**Aim of the exercise**
When you reach the entries below, transcribe each one exactly as it stands.

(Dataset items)

---------------

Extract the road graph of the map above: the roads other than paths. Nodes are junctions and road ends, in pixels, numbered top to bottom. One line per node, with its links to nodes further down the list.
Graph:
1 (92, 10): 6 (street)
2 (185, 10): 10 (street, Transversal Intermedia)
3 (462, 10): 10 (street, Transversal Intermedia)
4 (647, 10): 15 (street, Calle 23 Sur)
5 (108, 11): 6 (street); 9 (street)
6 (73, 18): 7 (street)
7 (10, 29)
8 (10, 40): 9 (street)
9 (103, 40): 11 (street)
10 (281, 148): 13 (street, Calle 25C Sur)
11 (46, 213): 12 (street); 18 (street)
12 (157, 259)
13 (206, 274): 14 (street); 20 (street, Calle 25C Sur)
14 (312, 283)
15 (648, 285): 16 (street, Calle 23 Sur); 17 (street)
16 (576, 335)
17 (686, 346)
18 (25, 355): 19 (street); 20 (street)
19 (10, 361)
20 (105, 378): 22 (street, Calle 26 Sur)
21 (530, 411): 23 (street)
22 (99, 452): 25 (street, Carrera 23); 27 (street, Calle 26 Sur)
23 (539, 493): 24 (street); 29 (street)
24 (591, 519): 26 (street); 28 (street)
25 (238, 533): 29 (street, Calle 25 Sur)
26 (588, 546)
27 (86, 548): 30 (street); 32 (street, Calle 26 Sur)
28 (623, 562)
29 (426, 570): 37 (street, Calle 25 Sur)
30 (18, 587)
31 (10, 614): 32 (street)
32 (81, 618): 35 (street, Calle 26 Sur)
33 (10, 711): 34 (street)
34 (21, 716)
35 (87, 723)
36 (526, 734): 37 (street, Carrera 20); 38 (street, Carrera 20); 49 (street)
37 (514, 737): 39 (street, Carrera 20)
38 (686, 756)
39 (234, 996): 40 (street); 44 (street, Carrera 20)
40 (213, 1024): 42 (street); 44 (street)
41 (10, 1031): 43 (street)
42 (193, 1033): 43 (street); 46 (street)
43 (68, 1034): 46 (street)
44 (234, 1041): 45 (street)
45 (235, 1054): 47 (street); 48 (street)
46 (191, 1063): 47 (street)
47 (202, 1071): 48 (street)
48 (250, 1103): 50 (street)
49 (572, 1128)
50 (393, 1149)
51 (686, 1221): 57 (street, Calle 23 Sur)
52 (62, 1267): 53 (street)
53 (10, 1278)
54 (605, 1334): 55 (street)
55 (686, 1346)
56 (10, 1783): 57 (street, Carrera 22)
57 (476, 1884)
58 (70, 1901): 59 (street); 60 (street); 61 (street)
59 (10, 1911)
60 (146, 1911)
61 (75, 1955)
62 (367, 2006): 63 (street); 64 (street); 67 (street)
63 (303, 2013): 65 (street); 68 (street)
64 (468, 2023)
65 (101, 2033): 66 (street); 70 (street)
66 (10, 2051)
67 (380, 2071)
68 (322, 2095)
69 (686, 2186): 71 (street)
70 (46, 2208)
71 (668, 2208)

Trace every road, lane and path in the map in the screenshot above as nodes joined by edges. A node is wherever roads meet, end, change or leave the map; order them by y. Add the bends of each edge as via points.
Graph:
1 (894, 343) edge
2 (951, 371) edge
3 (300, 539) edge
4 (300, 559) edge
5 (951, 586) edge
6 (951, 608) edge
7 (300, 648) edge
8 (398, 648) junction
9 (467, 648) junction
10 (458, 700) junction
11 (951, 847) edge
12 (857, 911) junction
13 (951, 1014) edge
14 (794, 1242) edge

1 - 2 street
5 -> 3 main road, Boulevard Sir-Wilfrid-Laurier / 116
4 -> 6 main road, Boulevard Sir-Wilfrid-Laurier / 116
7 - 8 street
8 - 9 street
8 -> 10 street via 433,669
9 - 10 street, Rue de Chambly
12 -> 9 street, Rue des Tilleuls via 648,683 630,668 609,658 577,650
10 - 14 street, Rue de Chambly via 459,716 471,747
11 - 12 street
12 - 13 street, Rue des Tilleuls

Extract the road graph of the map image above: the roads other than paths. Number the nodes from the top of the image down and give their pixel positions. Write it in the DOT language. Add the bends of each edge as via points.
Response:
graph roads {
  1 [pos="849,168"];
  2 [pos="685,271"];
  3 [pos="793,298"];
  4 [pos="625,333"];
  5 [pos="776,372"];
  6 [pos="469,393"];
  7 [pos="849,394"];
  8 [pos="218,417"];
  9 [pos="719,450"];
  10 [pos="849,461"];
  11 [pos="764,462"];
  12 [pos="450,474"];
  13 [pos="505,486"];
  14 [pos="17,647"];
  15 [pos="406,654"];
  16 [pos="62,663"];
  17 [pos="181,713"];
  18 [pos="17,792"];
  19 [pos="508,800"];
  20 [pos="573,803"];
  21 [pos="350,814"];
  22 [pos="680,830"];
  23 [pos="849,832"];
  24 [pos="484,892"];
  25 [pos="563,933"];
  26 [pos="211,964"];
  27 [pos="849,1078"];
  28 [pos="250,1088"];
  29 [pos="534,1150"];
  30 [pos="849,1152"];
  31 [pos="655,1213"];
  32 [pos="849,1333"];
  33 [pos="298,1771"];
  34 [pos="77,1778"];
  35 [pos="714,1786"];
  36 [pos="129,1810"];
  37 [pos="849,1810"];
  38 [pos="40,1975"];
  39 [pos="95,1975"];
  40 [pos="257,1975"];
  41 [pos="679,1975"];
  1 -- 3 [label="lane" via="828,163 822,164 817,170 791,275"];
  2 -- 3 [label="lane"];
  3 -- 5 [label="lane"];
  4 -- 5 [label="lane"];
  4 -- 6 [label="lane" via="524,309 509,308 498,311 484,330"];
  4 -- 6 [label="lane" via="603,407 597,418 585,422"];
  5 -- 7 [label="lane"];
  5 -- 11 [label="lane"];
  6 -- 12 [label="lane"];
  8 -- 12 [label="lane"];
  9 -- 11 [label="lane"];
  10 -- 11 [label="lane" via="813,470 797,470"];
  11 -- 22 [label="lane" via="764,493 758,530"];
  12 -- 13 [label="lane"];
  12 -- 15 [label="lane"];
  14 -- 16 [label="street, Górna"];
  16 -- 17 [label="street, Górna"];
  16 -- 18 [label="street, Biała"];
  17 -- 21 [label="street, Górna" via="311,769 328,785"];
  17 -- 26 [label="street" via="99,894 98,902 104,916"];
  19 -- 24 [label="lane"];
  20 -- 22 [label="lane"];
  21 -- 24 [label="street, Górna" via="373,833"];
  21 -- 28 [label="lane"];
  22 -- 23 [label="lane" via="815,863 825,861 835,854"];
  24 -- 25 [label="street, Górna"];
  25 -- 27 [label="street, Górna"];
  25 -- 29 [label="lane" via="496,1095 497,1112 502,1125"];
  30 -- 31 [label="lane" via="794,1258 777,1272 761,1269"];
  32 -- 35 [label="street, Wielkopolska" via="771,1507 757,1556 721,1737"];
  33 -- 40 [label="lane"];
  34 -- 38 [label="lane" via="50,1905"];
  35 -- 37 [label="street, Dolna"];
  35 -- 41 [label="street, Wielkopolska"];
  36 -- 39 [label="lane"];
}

---------------

**Answer to this exercise**
Extract the road graph of the map above: the roads other than paths. Nodes are junctions and road ends, in pixels, numbered top to bottom. One line per node, with its links to nodes further down the list.
Graph:
1 (92, 10): 6 (street)
2 (185, 10): 10 (street, Transversal Intermedia)
3 (462, 10): 10 (street, Transversal Intermedia)
4 (647, 10): 15 (street, Calle 23 Sur)
5 (108, 11): 6 (street); 9 (street)
6 (73, 18): 7 (street)
7 (10, 29)
8 (10, 40): 9 (street)
9 (103, 40): 11 (street)
10 (281, 148): 13 (street, Calle 25C Sur)
11 (46, 213): 12 (street); 18 (street)
12 (157, 259)
13 (206, 274): 14 (street); 20 (street, Calle 25C Sur)
14 (312, 283)
15 (648, 285): 16 (street, Calle 23 Sur); 17 (street)
16 (576, 335)
17 (686, 346)
18 (25, 355): 19 (street); 20 (street)
19 (10, 361)
20 (105, 378): 22 (street, Calle 26 Sur)
21 (530, 411): 23 (street)
22 (99, 452): 25 (street, Carrera 23); 27 (street, Calle 26 Sur)
23 (539, 493): 24 (street); 29 (street)
24 (591, 519): 26 (street); 28 (street)
25 (238, 533): 29 (street, Calle 25 Sur)
26 (588, 546)
27 (86, 548): 30 (street); 32 (street, Calle 26 Sur)
28 (623, 562)
29 (426, 570): 37 (street, Calle 25 Sur)
30 (18, 587)
31 (10, 614): 32 (street)
32 (81, 618): 35 (street, Calle 26 Sur)
33 (10, 711): 34 (street)
34 (21, 716)
35 (87, 723)
36 (526, 734): 37 (street, Carrera 20); 38 (street, Carrera 20); 49 (street)
37 (514, 737): 39 (street, Carrera 20)
38 (686, 756)
39 (234, 996): 40 (street); 44 (street, Carrera 20)
40 (213, 1024): 42 (street); 44 (street)
41 (10, 1031): 43 (street)
42 (193, 1033): 43 (street); 46 (street)
43 (68, 1034): 46 (street)
44 (234, 1041): 45 (street)
45 (235, 1054): 47 (street); 48 (street)
46 (191, 1063): 47 (street)
47 (202, 1071): 48 (street)
48 (250, 1103): 50 (street)
49 (572, 1128)
50 (393, 1149)
51 (686, 1221): 57 (street, Calle 23 Sur)
52 (62, 1267): 53 (street)
53 (10, 1278)
54 (605, 1334): 55 (street)
55 (686, 1346)
56 (10, 1783): 57 (street, Carrera 22)
57 (476, 1884)
58 (70, 1901): 59 (street); 60 (street); 61 (street)
59 (10, 1911)
60 (146, 1911)
61 (75, 1955)
62 (367, 2006): 63 (street); 64 (street); 67 (street)
63 (303, 2013): 65 (street); 68 (street)
64 (468, 2023)
65 (101, 2033): 66 (street); 70 (street)
66 (10, 2051)
67 (380, 2071)
68 (322, 2095)
69 (686, 2186): 71 (street)
70 (46, 2208)
71 (668, 2208)

Trace every road, lane and path in the map in the screenshot above as nodes joined by edges. A node is wherever roads meet, end, change or leave the map; order them by y. Add the bends of each edge as via points.
Graph:
1 (894, 343) edge
2 (951, 371) edge
3 (300, 539) edge
4 (300, 559) edge
5 (951, 586) edge
6 (951, 608) edge
7 (300, 648) edge
8 (398, 648) junction
9 (467, 648) junction
10 (458, 700) junction
11 (951, 847) edge
12 (857, 911) junction
13 (951, 1014) edge
14 (794, 1242) edge

1 - 2 street
5 -> 3 main road, Boulevard Sir-Wilfrid-Laurier / 116
4 -> 6 main road, Boulevard Sir-Wilfrid-Laurier / 116
7 - 8 street
8 - 9 street
8 -> 10 street via 433,669
9 - 10 street, Rue de Chambly
12 -> 9 street, Rue des Tilleuls via 648,683 630,668 609,658 577,650
10 - 14 street, Rue de Chambly via 459,716 471,747
11 - 12 street
12 - 13 street, Rue des Tilleuls

Extract the road graph of the map image above: the roads other than paths. Number the nodes from the top of the image down and give their pixel positions. Write it in the DOT language. Add the bends of each edge as via points.
Response:
graph roads {
  1 [pos="849,168"];
  2 [pos="685,271"];
  3 [pos="793,298"];
  4 [pos="625,333"];
  5 [pos="776,372"];
  6 [pos="469,393"];
  7 [pos="849,394"];
  8 [pos="218,417"];
  9 [pos="719,450"];
  10 [pos="849,461"];
  11 [pos="764,462"];
  12 [pos="450,474"];
  13 [pos="505,486"];
  14 [pos="17,647"];
  15 [pos="406,654"];
  16 [pos="62,663"];
  17 [pos="181,713"];
  18 [pos="17,792"];
  19 [pos="508,800"];
  20 [pos="573,803"];
  21 [pos="350,814"];
  22 [pos="680,830"];
  23 [pos="849,832"];
  24 [pos="484,892"];
  25 [pos="563,933"];
  26 [pos="211,964"];
  27 [pos="849,1078"];
  28 [pos="250,1088"];
  29 [pos="534,1150"];
  30 [pos="849,1152"];
  31 [pos="655,1213"];
  32 [pos="849,1333"];
  33 [pos="298,1771"];
  34 [pos="77,1778"];
  35 [pos="714,1786"];
  36 [pos="129,1810"];
  37 [pos="849,1810"];
  38 [pos="40,1975"];
  39 [pos="95,1975"];
  40 [pos="257,1975"];
  41 [pos="679,1975"];
  1 -- 3 [label="lane" via="828,163 822,164 817,170 791,275"];
  2 -- 3 [label="lane"];
  3 -- 5 [label="lane"];
  4 -- 5 [label="lane"];
  4 -- 6 [label="lane" via="524,309 509,308 498,311 484,330"];
  4 -- 6 [label="lane" via="603,407 597,418 585,422"];
  5 -- 7 [label="lane"];
  5 -- 11 [label="lane"];
  6 -- 12 [label="lane"];
  8 -- 12 [label="lane"];
  9 -- 11 [label="lane"];
  10 -- 11 [label="lane" via="813,470 797,470"];
  11 -- 22 [label="lane" via="764,493 758,530"];
  12 -- 13 [label="lane"];
  12 -- 15 [label="lane"];
  14 -- 16 [label="street, Górna"];
  16 -- 17 [label="street, Górna"];
  16 -- 18 [label="street, Biała"];
  17 -- 21 [label="street, Górna" via="311,769 328,785"];
  17 -- 26 [label="street" via="99,894 98,902 104,916"];
  19 -- 24 [label="lane"];
  20 -- 22 [label="lane"];
  21 -- 24 [label="street, Górna" via="373,833"];
  21 -- 28 [label="lane"];
  22 -- 23 [label="lane" via="815,863 825,861 835,854"];
  24 -- 25 [label="street, Górna"];
  25 -- 27 [label="street, Górna"];
  25 -- 29 [label="lane" via="496,1095 497,1112 502,1125"];
  30 -- 31 [label="lane" via="794,1258 777,1272 761,1269"];
  32 -- 35 [label="street, Wielkopolska" via="771,1507 757,1556 721,1737"];
  33 -- 40 [label="lane"];
  34 -- 38 [label="lane" via="50,1905"];
  35 -- 37 [label="street, Dolna"];
  35 -- 41 [label="street, Wielkopolska"];
  36 -- 39 [label="lane"];
}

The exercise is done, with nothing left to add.